====== RECORDS FOR THIS EXERCISE ======

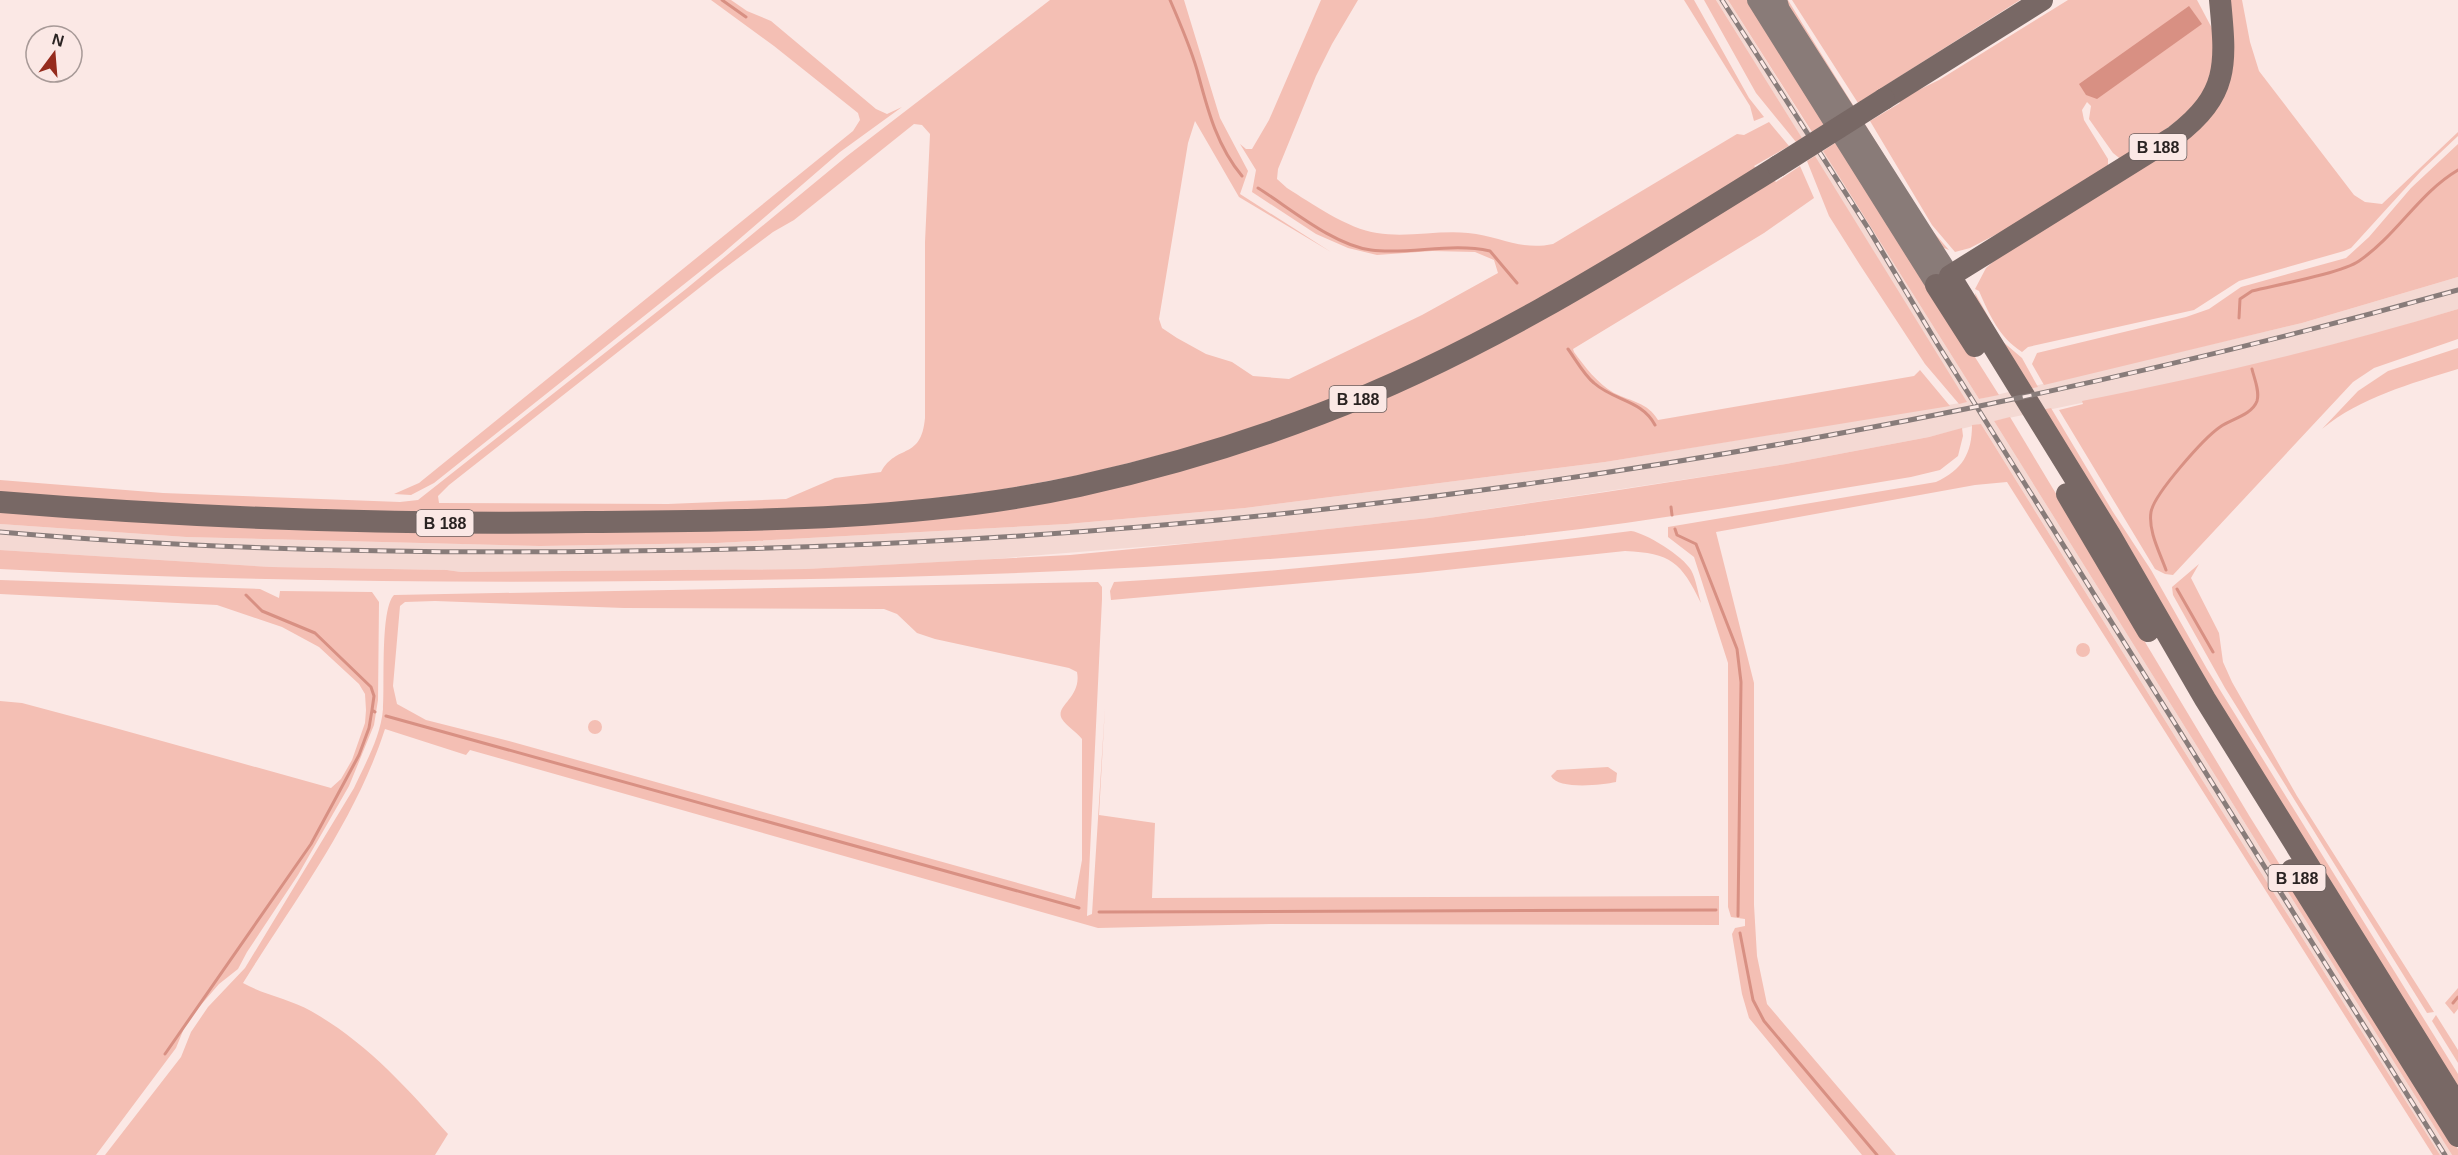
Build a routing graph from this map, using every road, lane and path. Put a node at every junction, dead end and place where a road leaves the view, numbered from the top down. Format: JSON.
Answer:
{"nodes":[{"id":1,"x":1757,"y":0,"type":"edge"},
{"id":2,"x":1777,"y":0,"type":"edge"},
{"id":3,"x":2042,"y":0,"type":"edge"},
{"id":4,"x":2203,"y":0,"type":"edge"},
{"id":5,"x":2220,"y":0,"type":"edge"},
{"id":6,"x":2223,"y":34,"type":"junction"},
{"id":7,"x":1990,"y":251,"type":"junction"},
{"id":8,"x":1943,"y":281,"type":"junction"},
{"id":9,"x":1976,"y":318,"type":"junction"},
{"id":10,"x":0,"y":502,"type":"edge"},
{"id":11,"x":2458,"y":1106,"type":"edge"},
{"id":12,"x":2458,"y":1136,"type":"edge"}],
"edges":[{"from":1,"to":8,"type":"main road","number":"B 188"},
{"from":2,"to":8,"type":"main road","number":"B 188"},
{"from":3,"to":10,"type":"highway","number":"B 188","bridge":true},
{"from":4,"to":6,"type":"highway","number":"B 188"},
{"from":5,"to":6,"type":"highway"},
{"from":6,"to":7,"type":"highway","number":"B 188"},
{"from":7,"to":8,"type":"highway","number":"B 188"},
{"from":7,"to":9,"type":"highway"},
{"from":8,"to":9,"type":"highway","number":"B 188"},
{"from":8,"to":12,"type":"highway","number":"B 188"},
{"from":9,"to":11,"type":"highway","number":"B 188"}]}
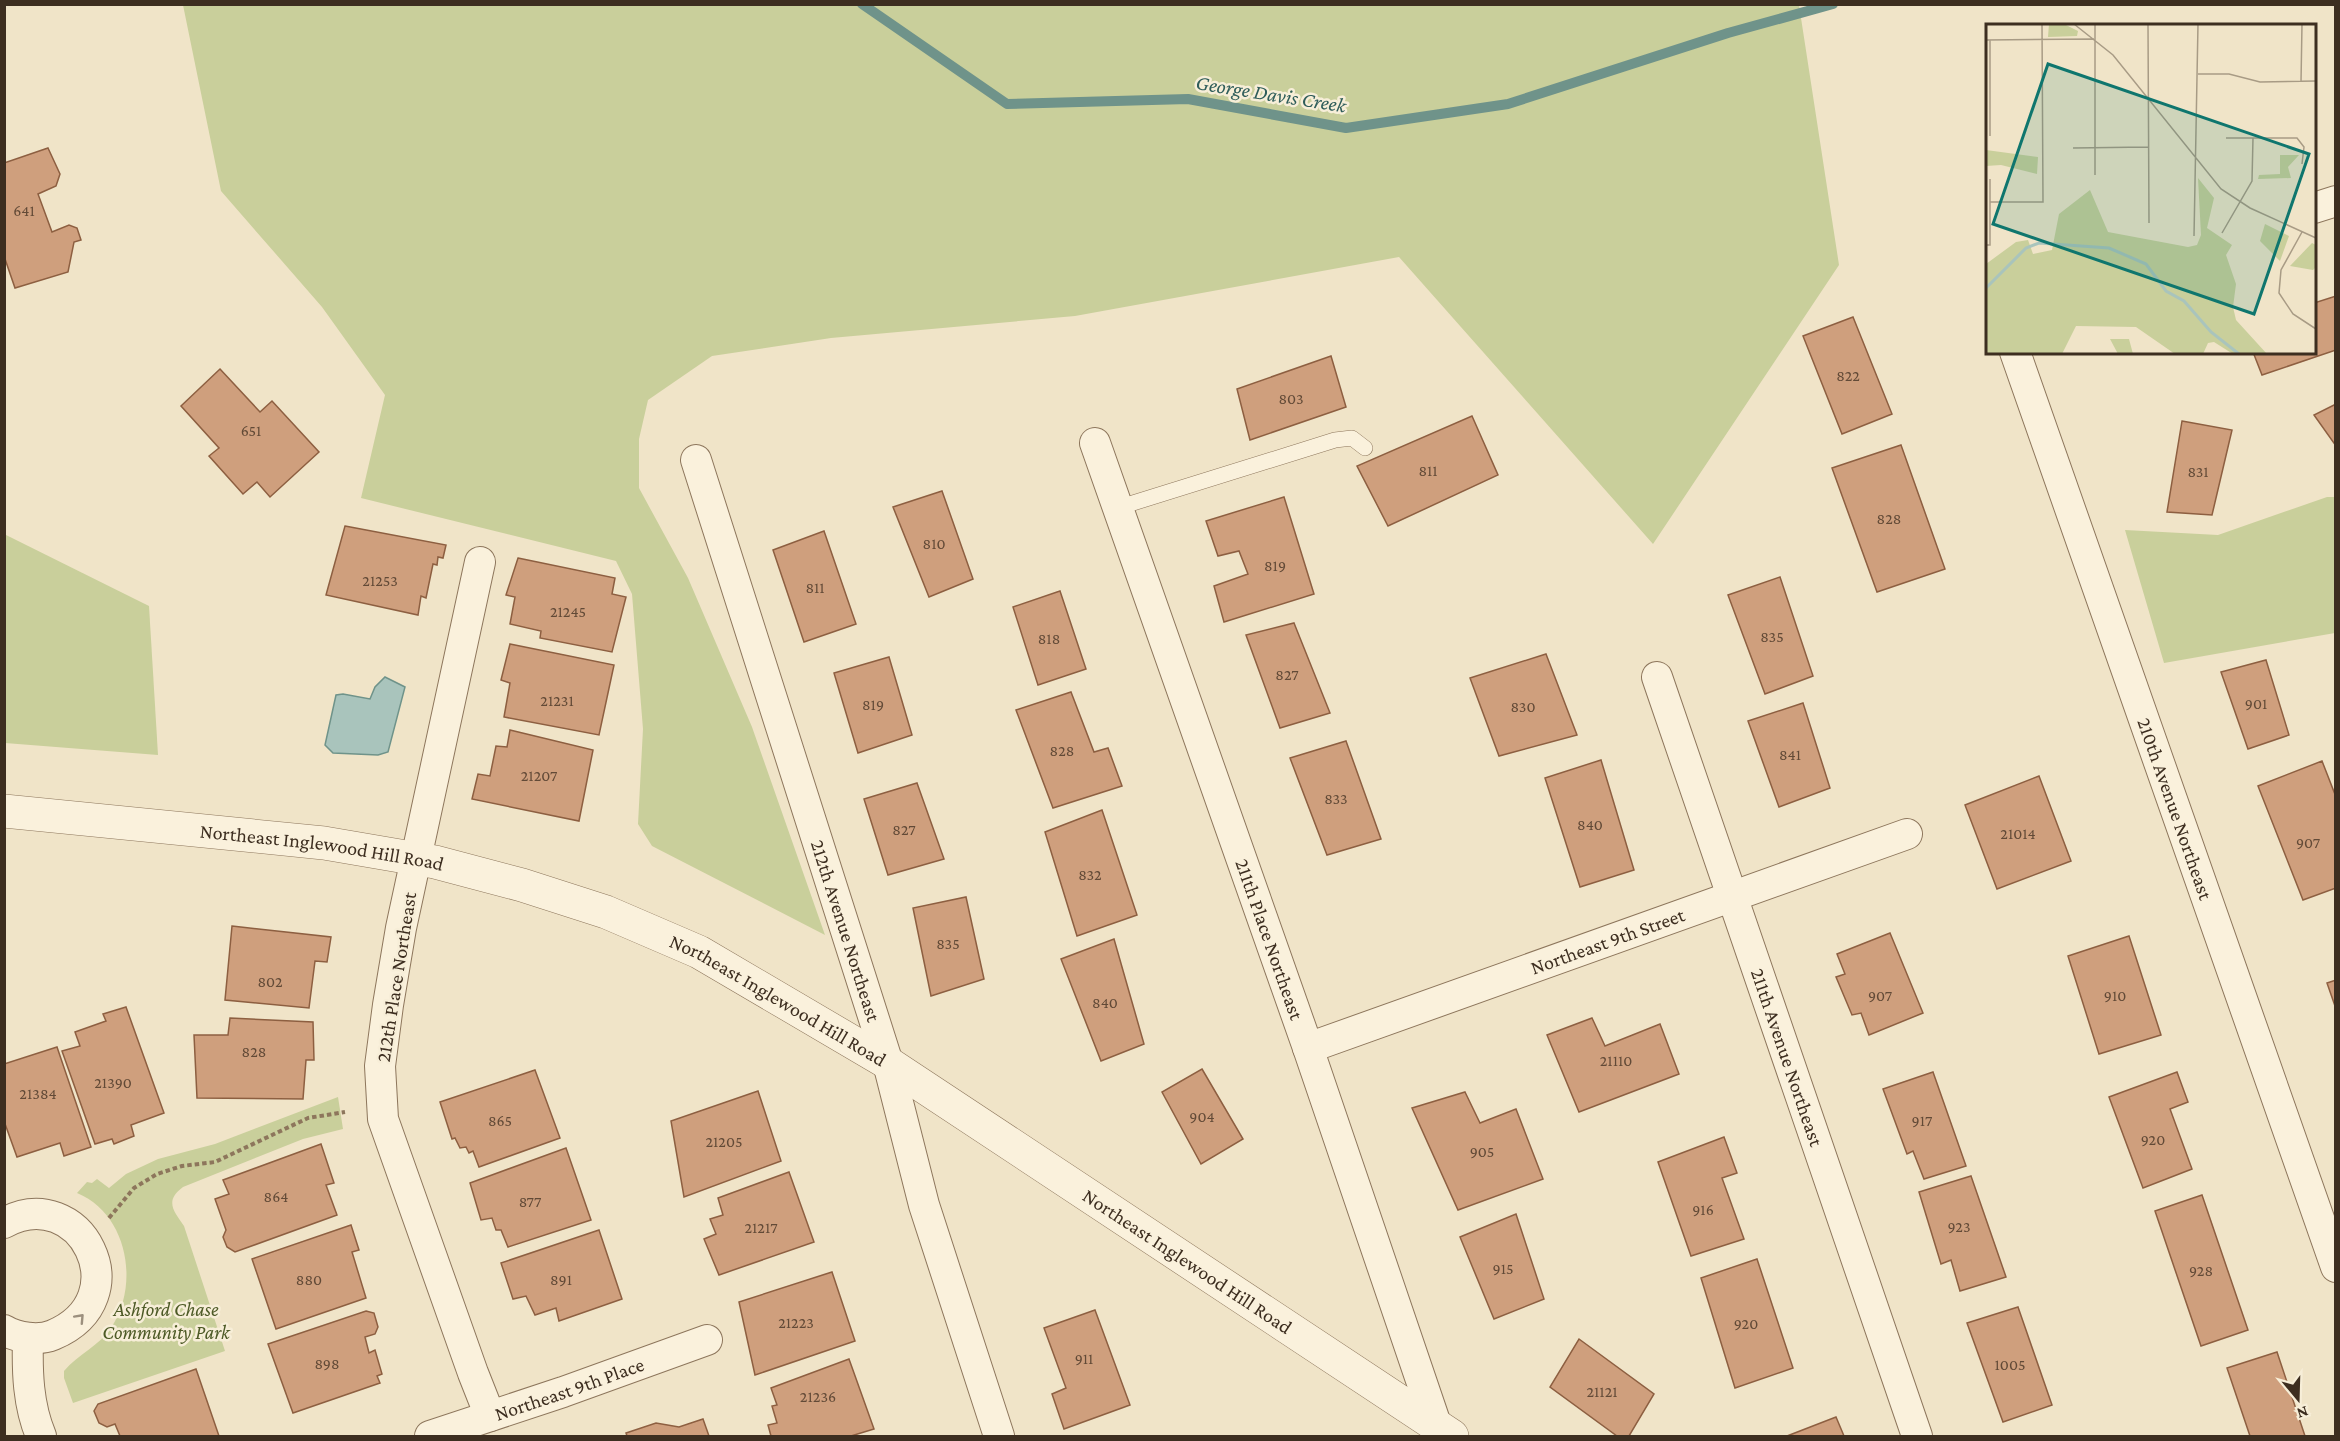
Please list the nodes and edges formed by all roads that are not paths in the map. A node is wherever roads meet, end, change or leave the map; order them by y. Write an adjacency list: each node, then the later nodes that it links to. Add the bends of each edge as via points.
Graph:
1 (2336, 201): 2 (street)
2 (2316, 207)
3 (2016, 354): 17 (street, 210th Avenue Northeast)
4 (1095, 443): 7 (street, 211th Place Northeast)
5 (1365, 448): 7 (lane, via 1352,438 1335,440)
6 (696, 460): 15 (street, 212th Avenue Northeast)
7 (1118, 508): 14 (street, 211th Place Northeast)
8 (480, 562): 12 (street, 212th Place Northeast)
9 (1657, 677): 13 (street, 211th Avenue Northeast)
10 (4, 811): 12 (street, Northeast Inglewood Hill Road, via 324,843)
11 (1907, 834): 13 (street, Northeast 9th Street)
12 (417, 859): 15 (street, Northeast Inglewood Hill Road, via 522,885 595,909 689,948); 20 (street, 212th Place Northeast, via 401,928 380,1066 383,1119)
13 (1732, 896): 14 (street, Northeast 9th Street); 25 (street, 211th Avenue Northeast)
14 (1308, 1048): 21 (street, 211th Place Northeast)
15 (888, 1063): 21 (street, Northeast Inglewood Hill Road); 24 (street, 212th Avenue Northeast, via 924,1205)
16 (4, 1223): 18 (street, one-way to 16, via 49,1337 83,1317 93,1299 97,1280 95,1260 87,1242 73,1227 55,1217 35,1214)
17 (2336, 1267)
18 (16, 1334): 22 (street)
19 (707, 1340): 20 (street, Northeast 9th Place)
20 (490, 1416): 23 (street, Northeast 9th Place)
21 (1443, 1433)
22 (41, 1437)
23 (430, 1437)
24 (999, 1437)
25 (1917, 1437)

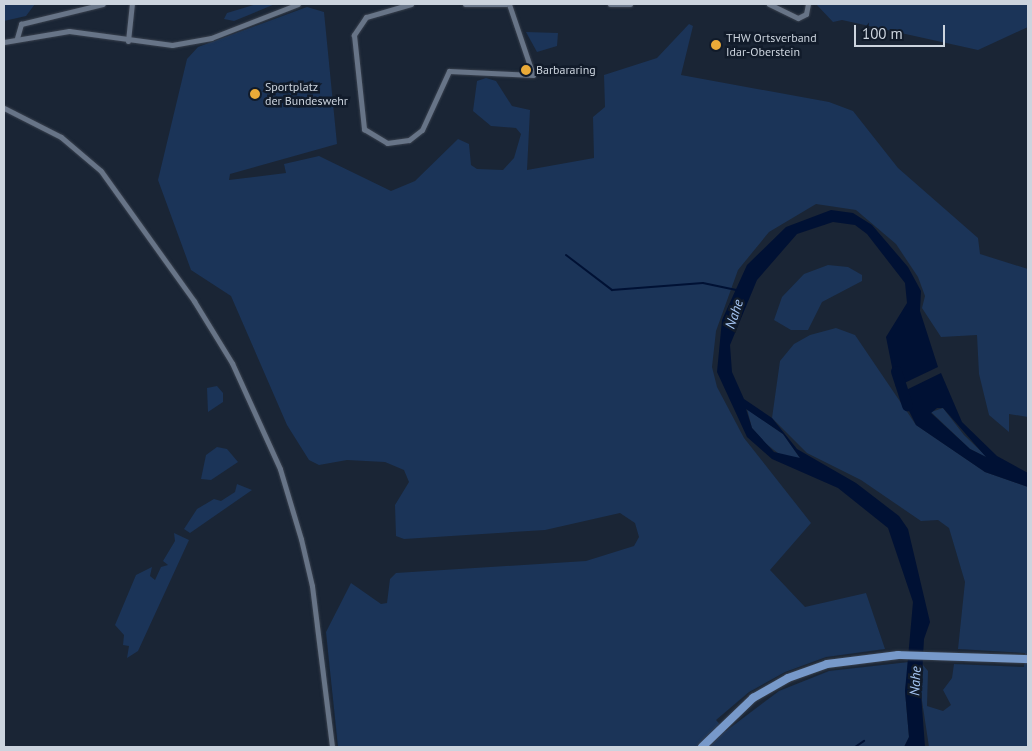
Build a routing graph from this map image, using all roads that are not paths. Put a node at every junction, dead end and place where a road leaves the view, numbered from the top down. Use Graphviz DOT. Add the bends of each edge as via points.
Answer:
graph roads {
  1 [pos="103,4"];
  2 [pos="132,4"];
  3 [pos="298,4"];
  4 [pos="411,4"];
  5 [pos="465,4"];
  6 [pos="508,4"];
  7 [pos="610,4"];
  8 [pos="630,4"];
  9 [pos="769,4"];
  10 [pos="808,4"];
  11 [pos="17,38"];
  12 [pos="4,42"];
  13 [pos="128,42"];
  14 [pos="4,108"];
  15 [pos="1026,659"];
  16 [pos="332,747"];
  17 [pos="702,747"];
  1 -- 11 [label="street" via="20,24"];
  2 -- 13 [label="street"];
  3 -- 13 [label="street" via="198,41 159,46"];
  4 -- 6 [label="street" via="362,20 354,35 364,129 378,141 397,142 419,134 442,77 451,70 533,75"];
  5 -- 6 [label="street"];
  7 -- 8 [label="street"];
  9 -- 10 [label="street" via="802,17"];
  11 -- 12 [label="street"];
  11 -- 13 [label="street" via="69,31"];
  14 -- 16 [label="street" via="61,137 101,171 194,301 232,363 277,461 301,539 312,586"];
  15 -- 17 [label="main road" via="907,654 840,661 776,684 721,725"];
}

======

▶ **WHAT TO DO**
Retype all of the listing word for word and skip the pictures.

▶ **PROBLEM SOLUTION**
Build a routing graph from this map, using every road, lane and path. Put a node at every junction, dead end and place where a road leaves the view, numbered from the top down. Format: JSON.
Answer:
{"nodes":[{"id":1,"x":1757,"y":0,"type":"edge"},
{"id":2,"x":1777,"y":0,"type":"edge"},
{"id":3,"x":2042,"y":0,"type":"edge"},
{"id":4,"x":2203,"y":0,"type":"edge"},
{"id":5,"x":2220,"y":0,"type":"edge"},
{"id":6,"x":2223,"y":34,"type":"junction"},
{"id":7,"x":1990,"y":251,"type":"junction"},
{"id":8,"x":1943,"y":281,"type":"junction"},
{"id":9,"x":1976,"y":318,"type":"junction"},
{"id":10,"x":0,"y":502,"type":"edge"},
{"id":11,"x":2458,"y":1106,"type":"edge"},
{"id":12,"x":2458,"y":1136,"type":"edge"}],
"edges":[{"from":1,"to":8,"type":"main road","number":"B 188"},
{"from":2,"to":8,"type":"main road","number":"B 188"},
{"from":3,"to":10,"type":"highway","number":"B 188","bridge":true},
{"from":4,"to":6,"type":"highway","number":"B 188"},
{"from":5,"to":6,"type":"highway"},
{"from":6,"to":7,"type":"highway","number":"B 188"},
{"from":7,"to":8,"type":"highway","number":"B 188"},
{"from":7,"to":9,"type":"highway"},
{"from":8,"to":9,"type":"highway","number":"B 188"},
{"from":8,"to":12,"type":"highway","number":"B 188"},
{"from":9,"to":11,"type":"highway","number":"B 188"}]}
Please list the nodes and edges formed by all roads that are not paths in the map. A node is wherever roads meet, end, change or leave the map; order them by y. Write an adjacency list: each node, then the later nodes that it links to. Add the bends of each edge as via points.
Graph:
1 (2336, 201): 2 (street)
2 (2316, 207)
3 (2016, 354): 17 (street, 210th Avenue Northeast)
4 (1095, 443): 7 (street, 211th Place Northeast)
5 (1365, 448): 7 (lane, via 1352,438 1335,440)
6 (696, 460): 15 (street, 212th Avenue Northeast)
7 (1118, 508): 14 (street, 211th Place Northeast)
8 (480, 562): 12 (street, 212th Place Northeast)
9 (1657, 677): 13 (street, 211th Avenue Northeast)
10 (4, 811): 12 (street, Northeast Inglewood Hill Road, via 324,843)
11 (1907, 834): 13 (street, Northeast 9th Street)
12 (417, 859): 15 (street, Northeast Inglewood Hill Road, via 522,885 595,909 689,948); 20 (street, 212th Place Northeast, via 401,928 380,1066 383,1119)
13 (1732, 896): 14 (street, Northeast 9th Street); 25 (street, 211th Avenue Northeast)
14 (1308, 1048): 21 (street, 211th Place Northeast)
15 (888, 1063): 21 (street, Northeast Inglewood Hill Road); 24 (street, 212th Avenue Northeast, via 924,1205)
16 (4, 1223): 18 (street, one-way to 16, via 49,1337 83,1317 93,1299 97,1280 95,1260 87,1242 73,1227 55,1217 35,1214)
17 (2336, 1267)
18 (16, 1334): 22 (street)
19 (707, 1340): 20 (street, Northeast 9th Place)
20 (490, 1416): 23 (street, Northeast 9th Place)
21 (1443, 1433)
22 (41, 1437)
23 (430, 1437)
24 (999, 1437)
25 (1917, 1437)

Build a routing graph from this map image, using all roads that are not paths. Put a node at every junction, dead end and place where a road leaves the view, numbered from the top down. Use Graphviz DOT. Add the bends of each edge as via points.
Answer:
graph roads {
  1 [pos="103,4"];
  2 [pos="132,4"];
  3 [pos="298,4"];
  4 [pos="411,4"];
  5 [pos="465,4"];
  6 [pos="508,4"];
  7 [pos="610,4"];
  8 [pos="630,4"];
  9 [pos="769,4"];
  10 [pos="808,4"];
  11 [pos="17,38"];
  12 [pos="4,42"];
  13 [pos="128,42"];
  14 [pos="4,108"];
  15 [pos="1026,659"];
  16 [pos="332,747"];
  17 [pos="702,747"];
  1 -- 11 [label="street" via="20,24"];
  2 -- 13 [label="street"];
  3 -- 13 [label="street" via="198,41 159,46"];
  4 -- 6 [label="street" via="362,20 354,35 364,129 378,141 397,142 419,134 442,77 451,70 533,75"];
  5 -- 6 [label="street"];
  7 -- 8 [label="street"];
  9 -- 10 [label="street" via="802,17"];
  11 -- 12 [label="street"];
  11 -- 13 [label="street" via="69,31"];
  14 -- 16 [label="street" via="61,137 101,171 194,301 232,363 277,461 301,539 312,586"];
  15 -- 17 [label="main road" via="907,654 840,661 776,684 721,725"];
}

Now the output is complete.